The proposed merger between petroleum producer Cairn India and its parent Vedanta Plc is “likely to be unlikely”, Edelweiss Securities said.
Raising the question of minority interest, Edelweiss said the deal does not seem to offer any overt benefits to Cairn India.
“From Cairn’s perspective, we fail to understand the benefits of any synergies that could result from the merger, while VEDL (Vendanta) shall lower its debt by accessing Cairn’s INR 160bn cash pile,” said the broker.
Under Indian laws, for the deal to go through, it would have to have the support of more than half of the minority (unrelated party) shareholders of both companies, it noted.

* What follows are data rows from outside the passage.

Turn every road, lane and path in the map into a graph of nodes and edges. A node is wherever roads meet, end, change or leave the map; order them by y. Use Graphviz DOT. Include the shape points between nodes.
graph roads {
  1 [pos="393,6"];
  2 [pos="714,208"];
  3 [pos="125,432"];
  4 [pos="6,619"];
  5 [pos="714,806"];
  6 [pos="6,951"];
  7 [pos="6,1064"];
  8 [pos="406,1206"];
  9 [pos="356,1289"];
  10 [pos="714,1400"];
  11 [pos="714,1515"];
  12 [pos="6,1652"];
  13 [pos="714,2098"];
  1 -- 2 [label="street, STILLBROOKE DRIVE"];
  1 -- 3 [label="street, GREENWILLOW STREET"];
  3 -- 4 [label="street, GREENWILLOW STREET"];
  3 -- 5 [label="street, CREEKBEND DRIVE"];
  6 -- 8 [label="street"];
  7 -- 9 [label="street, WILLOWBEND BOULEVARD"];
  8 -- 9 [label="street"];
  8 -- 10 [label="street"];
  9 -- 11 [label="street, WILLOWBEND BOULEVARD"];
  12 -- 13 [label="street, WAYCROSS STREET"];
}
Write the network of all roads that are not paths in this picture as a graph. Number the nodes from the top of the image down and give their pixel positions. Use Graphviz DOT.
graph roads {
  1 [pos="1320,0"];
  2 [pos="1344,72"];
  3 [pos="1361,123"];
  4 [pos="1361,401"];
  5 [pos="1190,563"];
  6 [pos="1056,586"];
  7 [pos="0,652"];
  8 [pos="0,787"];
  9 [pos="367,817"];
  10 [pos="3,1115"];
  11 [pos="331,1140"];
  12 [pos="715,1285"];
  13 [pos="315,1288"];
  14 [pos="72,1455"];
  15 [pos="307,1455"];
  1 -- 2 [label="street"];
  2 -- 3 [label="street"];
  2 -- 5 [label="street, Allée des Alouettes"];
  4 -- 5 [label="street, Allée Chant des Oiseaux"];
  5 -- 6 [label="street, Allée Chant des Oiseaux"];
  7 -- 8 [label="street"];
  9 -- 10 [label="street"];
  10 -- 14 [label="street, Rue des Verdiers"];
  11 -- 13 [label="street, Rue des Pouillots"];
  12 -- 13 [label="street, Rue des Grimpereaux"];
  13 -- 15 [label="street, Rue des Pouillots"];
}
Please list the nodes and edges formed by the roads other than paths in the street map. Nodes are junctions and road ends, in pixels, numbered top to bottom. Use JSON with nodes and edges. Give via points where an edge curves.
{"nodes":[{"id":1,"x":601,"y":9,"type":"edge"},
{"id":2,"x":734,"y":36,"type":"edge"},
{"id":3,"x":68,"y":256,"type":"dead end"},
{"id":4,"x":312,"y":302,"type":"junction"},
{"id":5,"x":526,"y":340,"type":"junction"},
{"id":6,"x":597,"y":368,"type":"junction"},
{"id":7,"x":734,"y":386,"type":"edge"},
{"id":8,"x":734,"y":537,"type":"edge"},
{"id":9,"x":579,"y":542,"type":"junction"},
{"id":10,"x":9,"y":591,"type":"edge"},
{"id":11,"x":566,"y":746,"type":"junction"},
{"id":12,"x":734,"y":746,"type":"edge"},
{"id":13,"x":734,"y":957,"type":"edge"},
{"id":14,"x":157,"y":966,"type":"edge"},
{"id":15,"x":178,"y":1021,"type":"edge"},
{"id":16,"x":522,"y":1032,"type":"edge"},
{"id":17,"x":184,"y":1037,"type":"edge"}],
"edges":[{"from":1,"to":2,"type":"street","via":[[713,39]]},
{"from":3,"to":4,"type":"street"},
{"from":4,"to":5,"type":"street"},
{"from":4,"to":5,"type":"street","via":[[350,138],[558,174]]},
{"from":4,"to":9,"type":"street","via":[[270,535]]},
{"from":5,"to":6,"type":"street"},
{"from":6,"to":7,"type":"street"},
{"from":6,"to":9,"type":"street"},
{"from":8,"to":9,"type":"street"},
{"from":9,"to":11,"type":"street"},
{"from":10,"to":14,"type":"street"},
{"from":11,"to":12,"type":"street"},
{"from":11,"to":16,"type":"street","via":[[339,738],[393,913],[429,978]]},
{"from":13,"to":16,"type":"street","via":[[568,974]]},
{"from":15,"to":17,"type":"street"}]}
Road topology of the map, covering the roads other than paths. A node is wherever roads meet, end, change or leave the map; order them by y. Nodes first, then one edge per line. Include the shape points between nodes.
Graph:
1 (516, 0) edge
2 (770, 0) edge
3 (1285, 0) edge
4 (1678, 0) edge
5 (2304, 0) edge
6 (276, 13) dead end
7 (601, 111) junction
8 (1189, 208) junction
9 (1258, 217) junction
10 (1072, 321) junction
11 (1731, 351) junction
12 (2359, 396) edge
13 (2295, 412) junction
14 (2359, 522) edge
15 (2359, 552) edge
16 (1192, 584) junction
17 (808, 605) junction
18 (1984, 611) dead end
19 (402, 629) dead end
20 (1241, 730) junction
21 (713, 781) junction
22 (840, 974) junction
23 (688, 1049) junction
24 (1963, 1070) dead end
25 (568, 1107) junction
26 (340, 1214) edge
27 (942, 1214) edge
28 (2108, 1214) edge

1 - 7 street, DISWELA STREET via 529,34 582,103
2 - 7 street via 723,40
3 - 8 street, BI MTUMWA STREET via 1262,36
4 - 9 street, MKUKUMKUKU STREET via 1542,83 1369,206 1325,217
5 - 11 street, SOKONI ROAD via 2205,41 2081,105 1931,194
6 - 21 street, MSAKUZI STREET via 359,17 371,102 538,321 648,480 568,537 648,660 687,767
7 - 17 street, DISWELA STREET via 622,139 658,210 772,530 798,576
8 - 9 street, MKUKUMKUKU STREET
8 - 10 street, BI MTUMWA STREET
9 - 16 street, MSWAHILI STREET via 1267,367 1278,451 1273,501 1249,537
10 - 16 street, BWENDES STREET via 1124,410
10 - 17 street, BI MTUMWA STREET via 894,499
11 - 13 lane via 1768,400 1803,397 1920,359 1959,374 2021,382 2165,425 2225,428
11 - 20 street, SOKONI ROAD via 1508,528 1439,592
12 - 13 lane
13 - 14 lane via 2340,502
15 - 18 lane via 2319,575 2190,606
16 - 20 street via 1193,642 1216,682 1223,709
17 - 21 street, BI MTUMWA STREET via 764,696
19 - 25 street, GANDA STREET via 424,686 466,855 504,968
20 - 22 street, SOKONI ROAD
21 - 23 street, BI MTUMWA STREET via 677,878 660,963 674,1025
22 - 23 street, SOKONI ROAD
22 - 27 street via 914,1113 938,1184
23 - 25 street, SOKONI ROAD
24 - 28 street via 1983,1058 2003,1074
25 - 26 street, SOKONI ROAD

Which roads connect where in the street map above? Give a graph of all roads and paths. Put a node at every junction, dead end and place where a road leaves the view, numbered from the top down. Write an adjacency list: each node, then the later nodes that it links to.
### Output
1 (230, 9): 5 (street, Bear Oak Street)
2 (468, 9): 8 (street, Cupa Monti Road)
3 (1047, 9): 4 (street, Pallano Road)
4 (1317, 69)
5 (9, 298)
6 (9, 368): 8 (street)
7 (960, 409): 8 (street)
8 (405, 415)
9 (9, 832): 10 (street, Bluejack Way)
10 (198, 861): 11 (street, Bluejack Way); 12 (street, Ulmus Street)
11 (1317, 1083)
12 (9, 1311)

In Cairn India’s case, it noted that two key shareholders could swing the deal either way – the original parent Cairn Plc and and government-owned Life Insurance Corporation of India (LIC).
The UK-based Cairn Plc still holds 9.8% of Cairn India, while LIC holds 9.1%. Together, these two companies own around 47% of the minority shareholding in the company, giving them the power to determine whether or not the deal goes through.
Independent shareholders may not share the enthusiasm of the main shareholder and parent Vedanta about the deal and may not be keen to exchange their Cairn India shares for Vedanta shares, it said. Vedanta has gross debt of around Rs 75,800 crore (758 bln), it noted.
“In fact, an imminent conglomerate discount shall further impact Cairn’s value given the merger. We believe Cairn’s minority shareholders shall weigh these issues very carefully,” it added.
Edelweiss analysts Jal Irani and Yusufi Kapadia also noted that the deal would require approvals from both government of India as well as the High Court.
“The ongoing income tax dispute could be a significant hurdle too,” they said in a note. “The merger will require High Court approval, during which time tax authorities may stake their claim, similar to the earlier Sesa‐Sterlite merger (now VEDL).”